EXERCISE DIRECTIONS: An exact transcription of every record is needed, leaving out the pictures.

INPUT DATA:
::::::::::

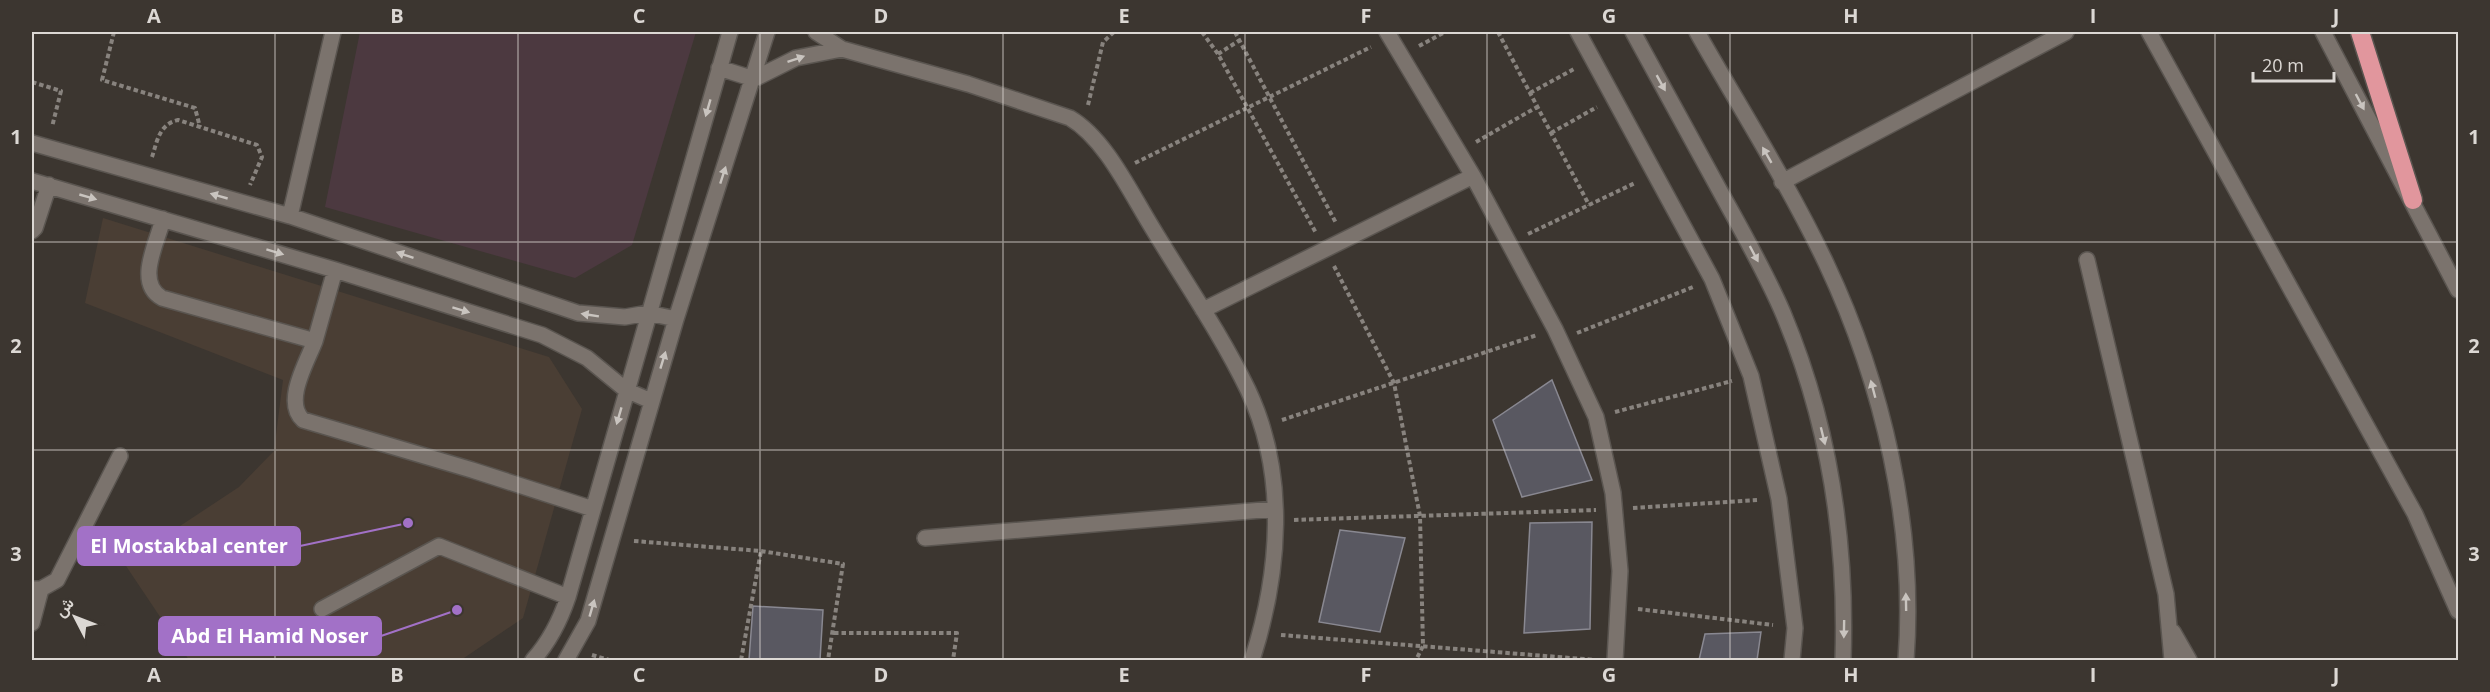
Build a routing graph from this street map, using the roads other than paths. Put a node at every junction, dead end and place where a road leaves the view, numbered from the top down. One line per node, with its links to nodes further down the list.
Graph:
1 (333, 32): 22 (street)
2 (730, 32): 14 (street)
3 (767, 32): 15 (street)
4 (816, 32): 13 (street)
5 (1578, 32): 48 (street)
6 (1633, 32): 49 (street, one-way to 49)
7 (1697, 32): 19 (street, one-way to 7)
8 (2066, 32): 19 (street)
9 (2149, 32): 41 (street)
10 (2323, 32): 21 (street, one-way to 21)
11 (2360, 32): 21 (highway)
12 (1388, 34): 17 (street)
13 (842, 49): 15 (street, one-way to 13); 28 (street)
14 (720, 68): 15 (street); 29 (street, one-way to 29)
15 (754, 79): 30 (street, one-way to 15)
16 (39, 145): 22 (street, one-way to 16)
17 (1473, 176): 28 (street); 47 (street)
18 (32, 181): 20 (street)
19 (1782, 182): 50 (street, one-way to 19)
20 (49, 186): 23 (street, one-way to 23); 24 (street)
21 (2413, 201): 27 (street)
22 (290, 216): 29 (street, one-way to 22)
23 (164, 219): 26 (street, one-way to 26); 31 (street)
24 (32, 231)
25 (2087, 260): 43 (street)
26 (335, 270): 31 (street); 32 (street, one-way to 32)
27 (2458, 290)
28 (1203, 310): 36 (street)
29 (648, 313): 30 (street); 32 (street)
30 (676, 319): 33 (street, one-way to 30)
31 (315, 340): 35 (street)
32 (626, 390): 33 (street); 35 (street, one-way to 35)
33 (651, 401): 45 (street, one-way to 33)
34 (120, 456): 38 (street)
35 (593, 509): 39 (street)
36 (1275, 515): 37 (street); 46 (street)
37 (926, 538)
38 (36, 589): 42 (street)
39 (568, 597): 40 (street); 44 (street)
40 (322, 609)
41 (2458, 611)
42 (32, 623)
43 (2171, 629): 51 (street); 52 (street)
44 (533, 660)
45 (566, 660)
46 (1252, 660)
47 (1615, 660)
48 (1792, 660)
49 (1843, 660)
50 (1906, 660)
51 (2172, 660)
52 (2189, 660)

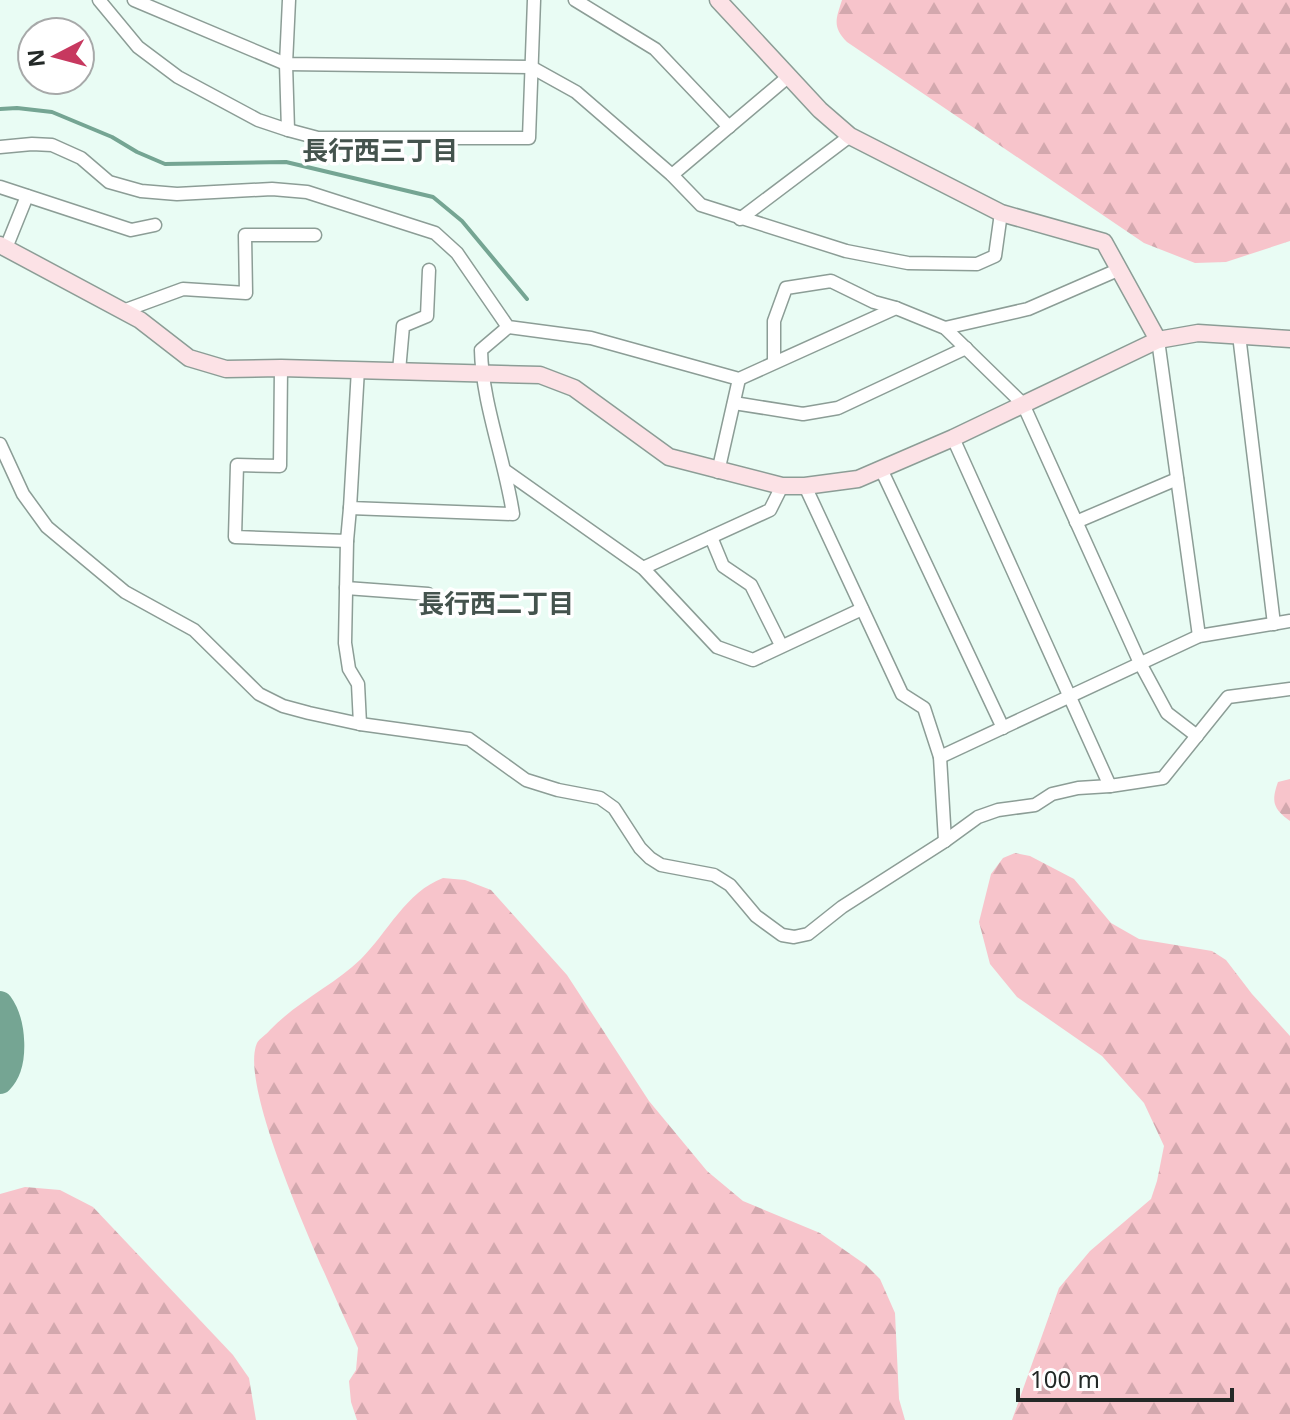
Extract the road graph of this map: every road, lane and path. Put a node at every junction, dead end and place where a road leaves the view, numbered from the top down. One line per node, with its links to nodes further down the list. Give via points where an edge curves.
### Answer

::::::::::

EXERCISE RESPONSE:
Build a routing graph from this street map, using the roads other than paths. Put a node at every junction, dead end and place where a road leaves the view, numbered from the top down. One line per node, with its links to nodes further down the list.
Graph:
1 (333, 32): 22 (street)
2 (730, 32): 14 (street)
3 (767, 32): 15 (street)
4 (816, 32): 13 (street)
5 (1578, 32): 48 (street)
6 (1633, 32): 49 (street, one-way to 49)
7 (1697, 32): 19 (street, one-way to 7)
8 (2066, 32): 19 (street)
9 (2149, 32): 41 (street)
10 (2323, 32): 21 (street, one-way to 21)
11 (2360, 32): 21 (highway)
12 (1388, 34): 17 (street)
13 (842, 49): 15 (street, one-way to 13); 28 (street)
14 (720, 68): 15 (street); 29 (street, one-way to 29)
15 (754, 79): 30 (street, one-way to 15)
16 (39, 145): 22 (street, one-way to 16)
17 (1473, 176): 28 (street); 47 (street)
18 (32, 181): 20 (street)
19 (1782, 182): 50 (street, one-way to 19)
20 (49, 186): 23 (street, one-way to 23); 24 (street)
21 (2413, 201): 27 (street)
22 (290, 216): 29 (street, one-way to 22)
23 (164, 219): 26 (street, one-way to 26); 31 (street)
24 (32, 231)
25 (2087, 260): 43 (street)
26 (335, 270): 31 (street); 32 (street, one-way to 32)
27 (2458, 290)
28 (1203, 310): 36 (street)
29 (648, 313): 30 (street); 32 (street)
30 (676, 319): 33 (street, one-way to 30)
31 (315, 340): 35 (street)
32 (626, 390): 33 (street); 35 (street, one-way to 35)
33 (651, 401): 45 (street, one-way to 33)
34 (120, 456): 38 (street)
35 (593, 509): 39 (street)
36 (1275, 515): 37 (street); 46 (street)
37 (926, 538)
38 (36, 589): 42 (street)
39 (568, 597): 40 (street); 44 (street)
40 (322, 609)
41 (2458, 611)
42 (32, 623)
43 (2171, 629): 51 (street); 52 (street)
44 (533, 660)
45 (566, 660)
46 (1252, 660)
47 (1615, 660)
48 (1792, 660)
49 (1843, 660)
50 (1906, 660)
51 (2172, 660)
52 (2189, 660)

Extract the road graph of this map: every road, lane and path. Put a node at every junction, dead end and place where a road leaves the view, numbered from the top down. One line per node, with its links to nodes further down the list. Give via points where an edge curves.
### Answer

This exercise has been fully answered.